Stupas in Orissa (Study)

by Meenakshi Chauley | 2013 | 109,845 words

This study examines the Stupas and Votive Stupas in Odisha or Orissa (Eastern India).—In this thesis an attempt has been made to trace the historicity of Buddhism in Odisha on the basis of the architectural development of the Stupa architecture. Archaeological evidence obtained from excavated sites dates such structures as early as third-second cen...

History of Buddhism from Buddha’s times to the third Century BCE

[Full title: Political and Religious History of Orissa (1): History of Buddhism from Buddha’s times to the third Century BCE]

Buddhism like Brahmanism and Jainism had a long and glorious career in Orissa and it played a vital role in the socio-religious life of the people of Orissa. Kalinga finds definite expression in the different early Buddhist texts like Vinayana pitaka, Anguttara Nikaya, Majihima Nikaya, Buddha Vamsa, Dathadhatavamsa, Mahagovinda sutanta and the Buddhist Jatakas. But none of the contemporary literary reference states of Buddha’s preaching in Orissa, in the later period, Hiuen-Tsang states in Si-Yu-Ki that, “There were more than ten Asoka topes at places where the Buddha had preached” (Watters 1905: 193-94).

The Early Vinaya texts, Nikayas and the Jatakas mentions about two merchant brothers of Utkala, named Tapussa (Tapassu) and Bhallika (Bhalliya), are said to be the first two disciples of Lord Buddha after attending the first sermon from the Lord at Gaya. The texts refers that the two brothers were on the way to Majhimadesa with 500 trading carts, where they met Buddha under the rajayatana tree on the last day of the seventh week after his enlightenment. They were asked to pay homage to the Buddha by a spirit of their departed relative and when they reached the place they found the Lord very weak due to long meditation without food and water. So, they offered him rice cake and honey and in return the Lord commenced them into his new religion (Bapat 1956: 23).

According to Buddhist literatures like the Mahavagga and Anguttara-Nikaya Buddha gave eight hands full of his hair to the merchant brothers. They took the hair relic to their city called Asitanjana and a magnificent chaitya was constructed for enshrining it (Kern 1896: 22). In the Bheragatha commentary it refers that these two merchant brothers met Buddha at Rajagriha also.

The Ceylonese chronicle Pujavaliya refers that these two merchant brothers after their conversion to Buddhism visited Ceylon and they constructed a chaitya on the eastern coast of the island. As there was frequent intercourse between the two countries, this incident finds mentioned in some other literature and inscriptions also.

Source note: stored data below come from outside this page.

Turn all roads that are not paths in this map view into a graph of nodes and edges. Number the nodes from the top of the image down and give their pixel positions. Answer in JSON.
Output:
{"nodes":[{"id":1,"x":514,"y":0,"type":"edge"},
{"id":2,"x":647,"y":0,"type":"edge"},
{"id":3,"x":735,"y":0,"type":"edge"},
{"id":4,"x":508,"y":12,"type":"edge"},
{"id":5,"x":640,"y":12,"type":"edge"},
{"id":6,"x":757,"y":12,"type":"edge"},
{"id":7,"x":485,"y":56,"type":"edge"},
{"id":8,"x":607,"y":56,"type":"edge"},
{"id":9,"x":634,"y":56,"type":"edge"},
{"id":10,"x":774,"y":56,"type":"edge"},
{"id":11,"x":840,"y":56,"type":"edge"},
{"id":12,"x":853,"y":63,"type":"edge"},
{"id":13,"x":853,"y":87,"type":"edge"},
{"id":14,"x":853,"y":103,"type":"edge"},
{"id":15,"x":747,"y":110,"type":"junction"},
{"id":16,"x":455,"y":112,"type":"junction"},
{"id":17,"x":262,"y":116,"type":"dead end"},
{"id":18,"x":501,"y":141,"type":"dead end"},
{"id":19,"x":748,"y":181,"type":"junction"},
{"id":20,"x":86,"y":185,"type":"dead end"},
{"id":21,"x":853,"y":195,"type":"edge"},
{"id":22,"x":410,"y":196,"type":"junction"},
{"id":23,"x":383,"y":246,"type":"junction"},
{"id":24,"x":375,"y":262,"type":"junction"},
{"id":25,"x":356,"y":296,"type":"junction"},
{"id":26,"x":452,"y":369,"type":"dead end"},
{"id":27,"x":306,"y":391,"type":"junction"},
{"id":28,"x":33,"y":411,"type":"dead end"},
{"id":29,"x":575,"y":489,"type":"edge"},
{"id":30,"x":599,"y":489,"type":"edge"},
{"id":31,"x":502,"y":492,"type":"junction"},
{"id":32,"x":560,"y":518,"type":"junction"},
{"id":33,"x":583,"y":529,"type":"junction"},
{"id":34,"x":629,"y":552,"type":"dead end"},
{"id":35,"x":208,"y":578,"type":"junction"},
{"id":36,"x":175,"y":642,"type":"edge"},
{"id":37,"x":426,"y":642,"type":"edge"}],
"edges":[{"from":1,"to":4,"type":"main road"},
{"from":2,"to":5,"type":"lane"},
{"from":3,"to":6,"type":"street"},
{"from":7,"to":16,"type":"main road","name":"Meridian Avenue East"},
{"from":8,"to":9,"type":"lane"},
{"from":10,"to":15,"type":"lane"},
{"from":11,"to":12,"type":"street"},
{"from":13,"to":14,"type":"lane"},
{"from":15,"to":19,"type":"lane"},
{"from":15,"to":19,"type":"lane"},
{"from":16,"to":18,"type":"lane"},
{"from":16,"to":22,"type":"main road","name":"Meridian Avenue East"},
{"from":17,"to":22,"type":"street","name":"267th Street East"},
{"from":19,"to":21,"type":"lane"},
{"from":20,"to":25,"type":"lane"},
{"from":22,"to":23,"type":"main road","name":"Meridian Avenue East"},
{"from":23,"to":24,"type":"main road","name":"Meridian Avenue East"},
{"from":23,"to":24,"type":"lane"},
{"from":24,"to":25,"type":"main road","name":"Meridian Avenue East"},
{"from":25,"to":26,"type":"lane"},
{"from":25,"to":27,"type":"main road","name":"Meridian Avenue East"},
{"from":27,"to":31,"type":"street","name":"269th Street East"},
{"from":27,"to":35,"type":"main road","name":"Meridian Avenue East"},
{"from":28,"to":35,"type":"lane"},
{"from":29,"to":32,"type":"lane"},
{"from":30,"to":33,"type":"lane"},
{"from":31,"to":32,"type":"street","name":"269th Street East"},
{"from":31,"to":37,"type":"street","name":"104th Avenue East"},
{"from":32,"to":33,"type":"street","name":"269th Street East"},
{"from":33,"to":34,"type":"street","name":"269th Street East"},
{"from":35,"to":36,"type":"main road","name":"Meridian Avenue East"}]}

According to a Burmese tradition Tappasu and Bhallika are represented as the inhabitants of the city of Okkalaba (Utkala), who after arriving at the port of Adzeitta (Tamralipta) went to Soowama (suhma), and then they proceeded towards Rajagriha and met the blessed one at Uruvela near Gaya. But there is controversy with the identification of Utkala, for in the traditions of the Mahasamghika School, as recorded in the Lalitvistara and the Mahavastu, Ukkala the home of Tappasu and Bhallika is situated in the Northwest of India. Even Hiuen-Tsang mentions this and mentions two cities north and west of Balkh (Watters 1905:111-12). But one cannot completely rely on the source of information obtained from the Chinese pilgrim as he had visited India in the seventh century CE. The Lalitvistara also suffer from obvious mistake in making Ukkala city (adhisthana) of the Uttarapatha just like the Burmese tradition, which locates the city of Utkala in the Irrawaddy delta. Therefore, the older accounts such as the Vinaya texts and the Jatakas are preferred, where in the two merchants are represented as hailing from the country (Janapada) of Ukkala, which should be identified with Utkal (Orissa) in the southeast of India.